We shipped 2 ultra nervous cats from South Africa to Portugal & even after that long journey they arrived as laid back as Cheech & Chong. 

They really do work a treat.


----------



## ahaserendipity (May 31, 2017)

thank you for the advice! did they travel in the cabin or the hold? if in the hold, how did they do? (in that scenario, mom will need the collar, too!). : )


----------



## travelling-man (Jun 17, 2011)

They travelled in the hold & had 2 compulsory rest stops with a total journey time of about 40 hours but even on arrival were as happy as Larry & still ultra laid back.


----------



## ACndCA (Oct 25, 2012)

Not sure if it's allowed, but would they allow you to put two cats in one bigger carrier? Also, check with the portuguese airline TAP, I believe you pay per animal, not the number of seats. 

https://www.flytap.com/en-gb/travelling-with-animals/pets
https://www.seatguru.com/airlines/TAP_Portugal/pets.php

Hope it helps in any way.


----------



## ahaserendipity (May 31, 2017)

Thank you ACndCA!
Amazingly, TAP recently redesigned the interior of their planes, leaving only a 6" clearance for the "under the seat" area.

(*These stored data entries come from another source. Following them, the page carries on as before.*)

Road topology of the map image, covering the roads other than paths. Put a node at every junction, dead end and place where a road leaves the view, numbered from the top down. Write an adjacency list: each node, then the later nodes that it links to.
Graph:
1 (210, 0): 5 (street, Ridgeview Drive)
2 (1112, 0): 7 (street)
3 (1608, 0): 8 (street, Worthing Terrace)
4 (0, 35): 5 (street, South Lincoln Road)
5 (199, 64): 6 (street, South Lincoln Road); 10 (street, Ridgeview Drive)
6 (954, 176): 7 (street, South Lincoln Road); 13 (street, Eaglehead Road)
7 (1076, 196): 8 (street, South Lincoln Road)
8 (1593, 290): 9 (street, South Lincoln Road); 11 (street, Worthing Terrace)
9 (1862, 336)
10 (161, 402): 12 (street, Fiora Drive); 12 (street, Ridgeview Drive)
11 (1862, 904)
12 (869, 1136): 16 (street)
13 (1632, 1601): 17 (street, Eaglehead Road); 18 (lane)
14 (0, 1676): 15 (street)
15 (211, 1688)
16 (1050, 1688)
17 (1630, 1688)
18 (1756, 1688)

So > since 6" isn't enough for a carrier to fit (unless very small animal, like ferret or guinea pig), and would be really uncomfortable for the long flight, unfortunately TAP is out. 

YES, OK to put 2 cats in one carrier, it's just that the cats are each about 9-10 lbs so it would be too crammed for them.


----------



## ACndCA (Oct 25, 2012)

ahaserendipity said:


> Thank you ACndCA!
> Amazingly, TAP recently redesigned the interior of their planes, leaving only a 6" clearance for the "under the seat" area. So > since 6" isn't enough for a carrier to fit (unless very small animal, like ferret or guinea pig), and would be really uncomfortable for the long flight, unfortunately TAP is out.
> 
> YES, OK to put 2 cats in one carrier, it's just that the cats are each about 9-10 lbs so it would be too crammed for them.


 Well, that's a bummer then. I thought they could be on your lap but inside the carrier, though. At least that what my friend did with hers, but it was a Lisbon-Berlin flight.


----------